Tenía diez u once años

Sí, tenía diez u once años cuando unos seminaristas escolapios que estaban a punto de ordenarse llegaron a Getafe. Uno de los padres que nos daba clase nos dijo que si queríamos charlar con esos jóvenes, podíamos quedarnos un rato con ellos después de clase. Muy pocos chavales, cinco o seis, aceptamos la invitación. Me acuerdo de que durante dos o tres días fuimos a la capilla pequeña que estaba en el piso superior del edificio principal y allá disfrutamos del testimonio de esos hombres que en su juventud habían decidido entregar su vida al Señor.

Nos lo debieron contar muy bien porque lo cierto es que la tarde en que acabábamos nuestro encuentro con ellos, al regresar a casa, caminando por el parquecillo que había justo antes de cruzar el paso a nivel por encima de la vía del tren, yo le dije a Dios que quería ser sacerdote. Me acuerdo perfectamente. Iba mirando al suelo, andando despacio, dando patadas a las hojas caídas de los árboles … y hablando con Dios. Y recuerdo como si fuera ahora esa extraña sensación que se apoderó de mi corazón. Algo casí palpable, un calor que no quemaba, reposado y a la vez real como el aire que respiraba. Ahora que lo pienso, los quince minutos que tardé en llegar a casa fueron quizás los más felices de toda mi infancia. Supongo que si alguien se cruzó en mi camino debió preguntarse en qué estaría pensando ese crío con cara ausente. Algo debieron notar en casa cuando llegué porque mi madrina y mi abuelo, que estaban pasando unas semanas con nosotros, me preguntaron qué me pasaba. Les respondí que había decidido ser cura y lo debí decir con tal aplomo y con tal seguridad que a mi abuelo paterno le dio un ataque de tos. Sé que luego lo hablé con mi madre, la cual se limitó a sonreir.

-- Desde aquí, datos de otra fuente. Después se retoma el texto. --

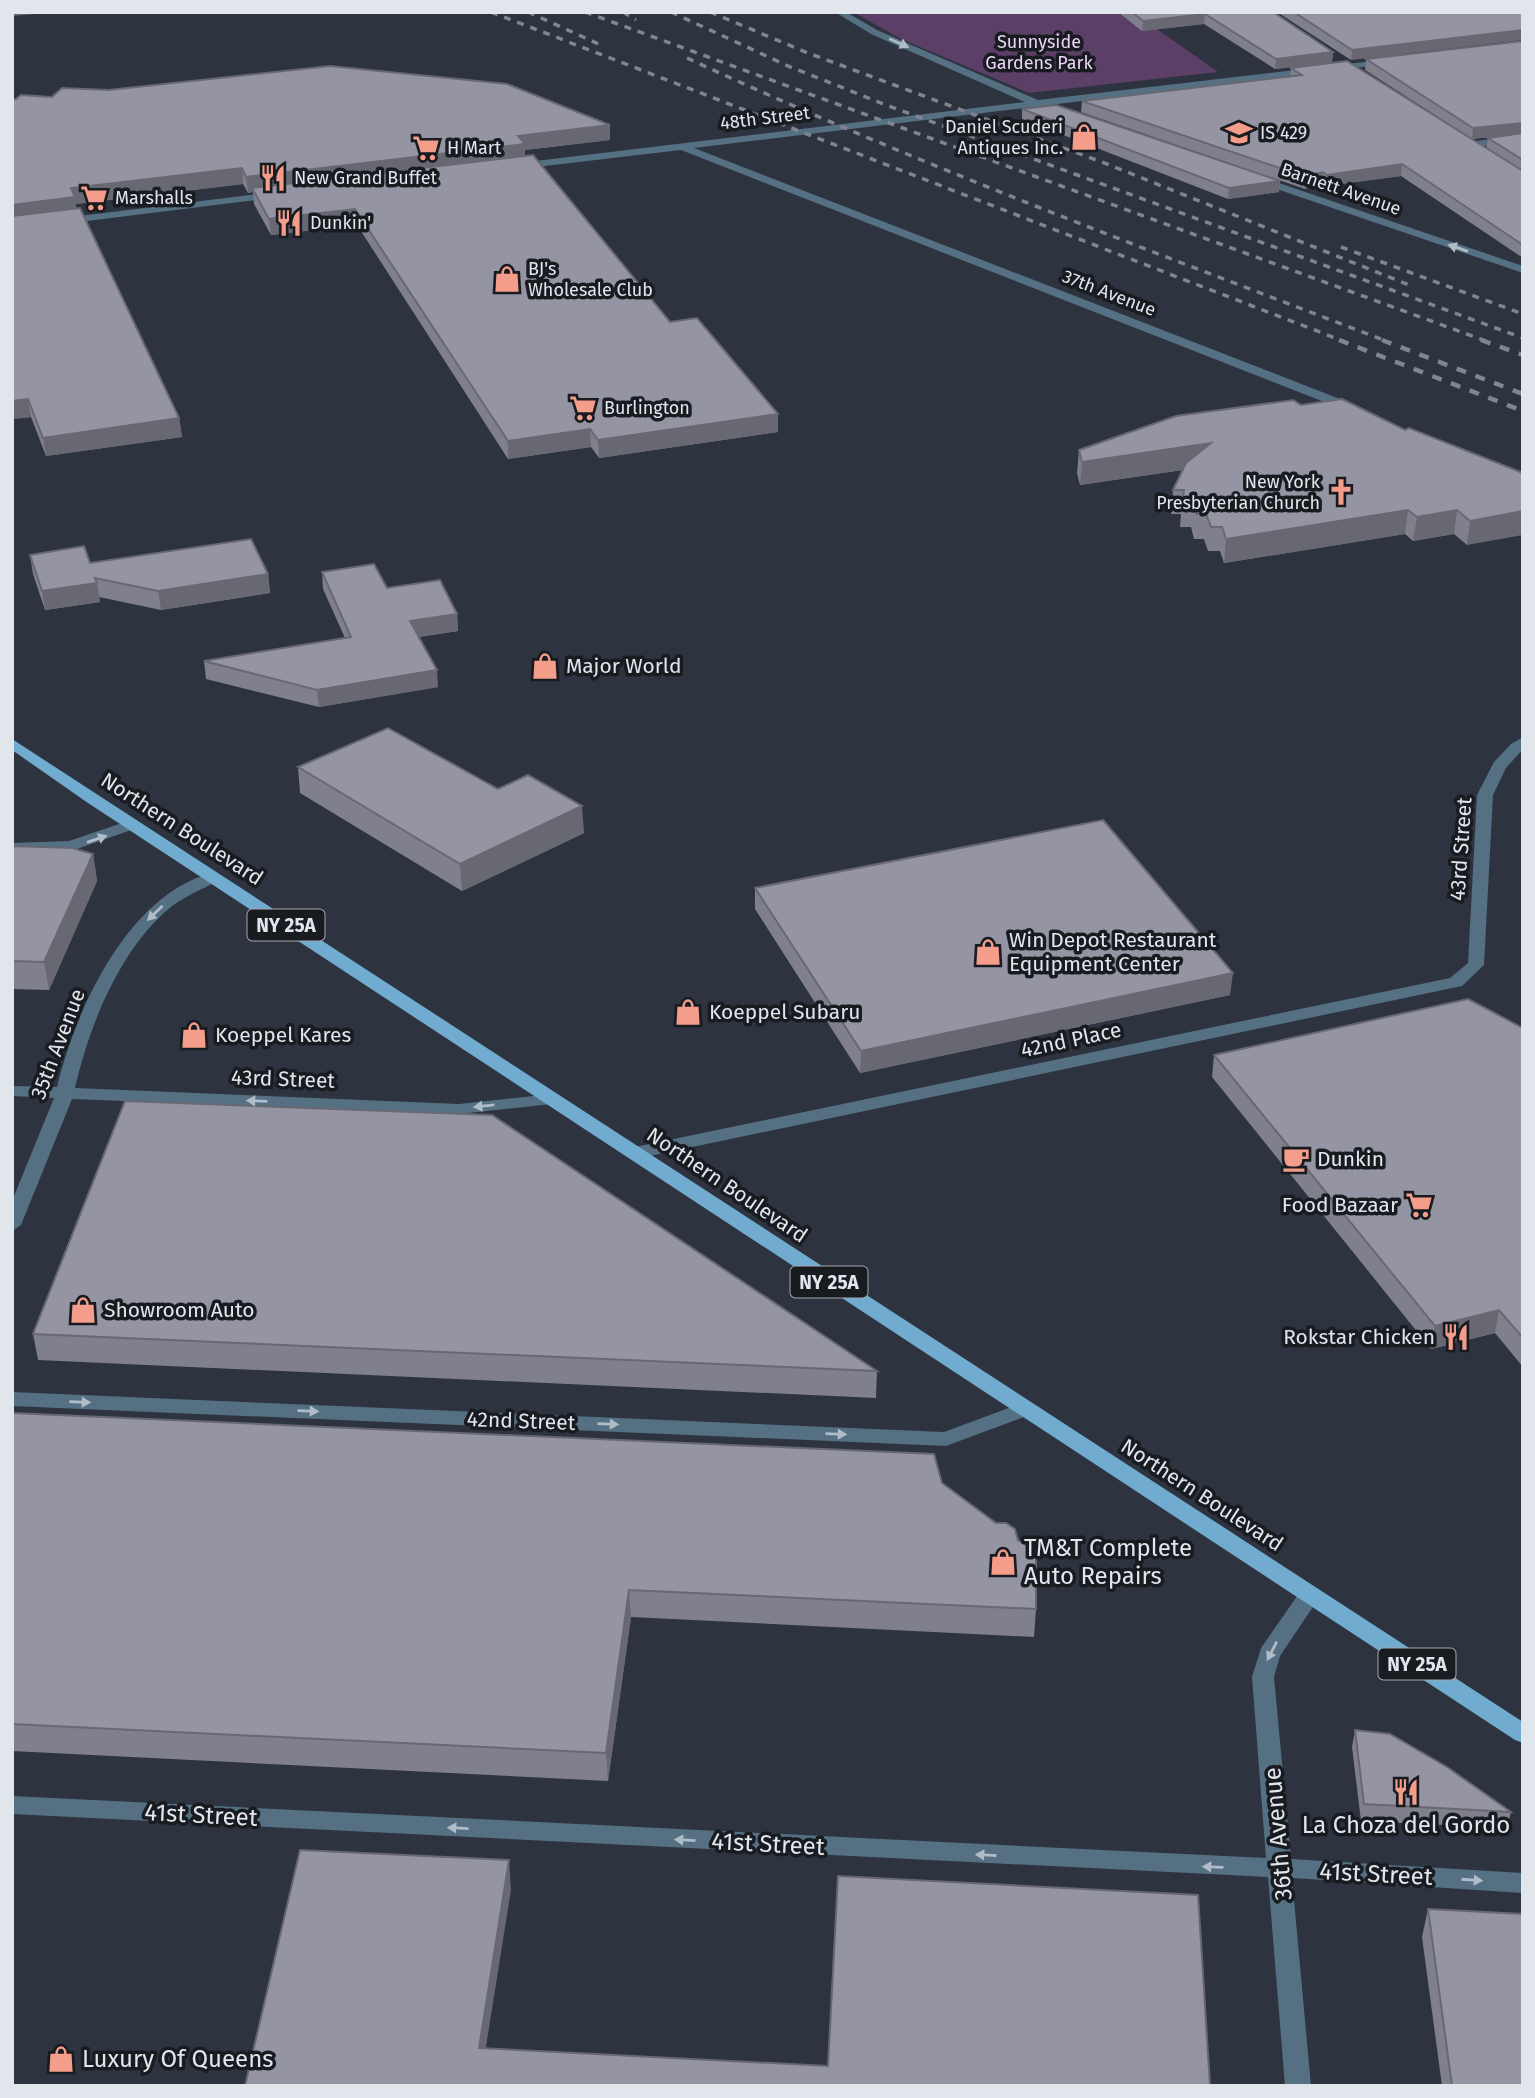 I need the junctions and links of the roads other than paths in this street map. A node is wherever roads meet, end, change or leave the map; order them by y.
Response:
1 (839, 12) edge
2 (1336, 58) edge
3 (1394, 60) edge
4 (1349, 66) junction
5 (1360, 75) edge
6 (1037, 103) junction
7 (1062, 112) edge
8 (1523, 138) edge
9 (682, 146) junction
10 (1482, 153) edge
11 (502, 168) edge
12 (1245, 175) edge
13 (281, 195) edge
14 (50, 222) edge
15 (1523, 270) edge
16 (1367, 414) edge
17 (1523, 741) edge
18 (12, 743) edge
19 (131, 825) junction
20 (12, 848) edge
21 (212, 878) junction
22 (1478, 931) joint
23 (12, 1091) edge
24 (65, 1093) junction
25 (552, 1099) junction
26 (635, 1153) junction
27 (12, 1225) edge
28 (12, 1399) edge
29 (1025, 1409) junction
30 (1310, 1595) junction
31 (1523, 1734) edge
32 (12, 1805) edge
33 (1281, 1868) junction
34 (1523, 1883) edge
35 (1298, 2086) edge

1 -> 6 street
2 - 4 street
3 - 4 street, 48th Street
4 - 5 street
4 - 6 street, 48th Street
6 - 7 street
6 - 9 street, 48th Street
8 - 10 street
9 - 11 street, 48th Street
9 - 16 street, 37th Avenue
15 -> 12 street, Barnett Avenue
13 - 14 street
17 - 22 street, 43rd Street
18 - 19 main road, Northern Boulevard / NY 25A
20 -> 19 street
19 - 21 main road, Northern Boulevard / NY 25A
21 -> 24 street, 35th Avenue
21 - 25 main road, Northern Boulevard / NY 25A
22 - 26 street, 42nd Place
23 - 24 street, 43rd Street
25 -> 24 street, 43rd Street
24 - 27 street, 35th Avenue
25 - 26 main road, Northern Boulevard / NY 25A
26 - 29 main road, Northern Boulevard / NY 25A
28 -> 29 street, 42nd Street
29 - 30 main road, Northern Boulevard / NY 25A
30 - 31 main road, Northern Boulevard / NY 25A
30 -> 33 street, 36th Avenue
33 -> 32 street, 41st Street
33 -> 34 street, 41st Street
33 - 35 street, 36th Avenue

Creo que aquel ¿deseo? me duró un par de semanas. Poco a poco se fue apagando porque ni yo sabía cómo alimentarlo ni creo que nadie se lo tomara realmente en serio. Lo cierto es que hoy, casi treinta años más tarde, daría lo que fuera por volver a hacer aquel recorrido de la puerta del colegio a la puerta de mi casa. No porque quiera ser sacerdote -puedo servir al Señor perfectamente desde mi condición de laico-, sino porque quiero que aquel fuego que no quemaba, caliente de nuevo un corazón que a veces parece que ha envejecido demasiado, que en ocasiones se encuentra enfermo y tiritando de frío.

Sólo una cosa más. Estemos pendientes para que si un niño nos viene contando que quiere consagrarse a Dios, no lo dejemos pasar pensando que es algo pasajero. Quizás lo sea, sí. Pero puede que estemos malogrando una posible vocación. Si vemos que hay semilla, abonémosla, reguémosla, cuidémosla. Que es mucha la mies y pocos los obreros.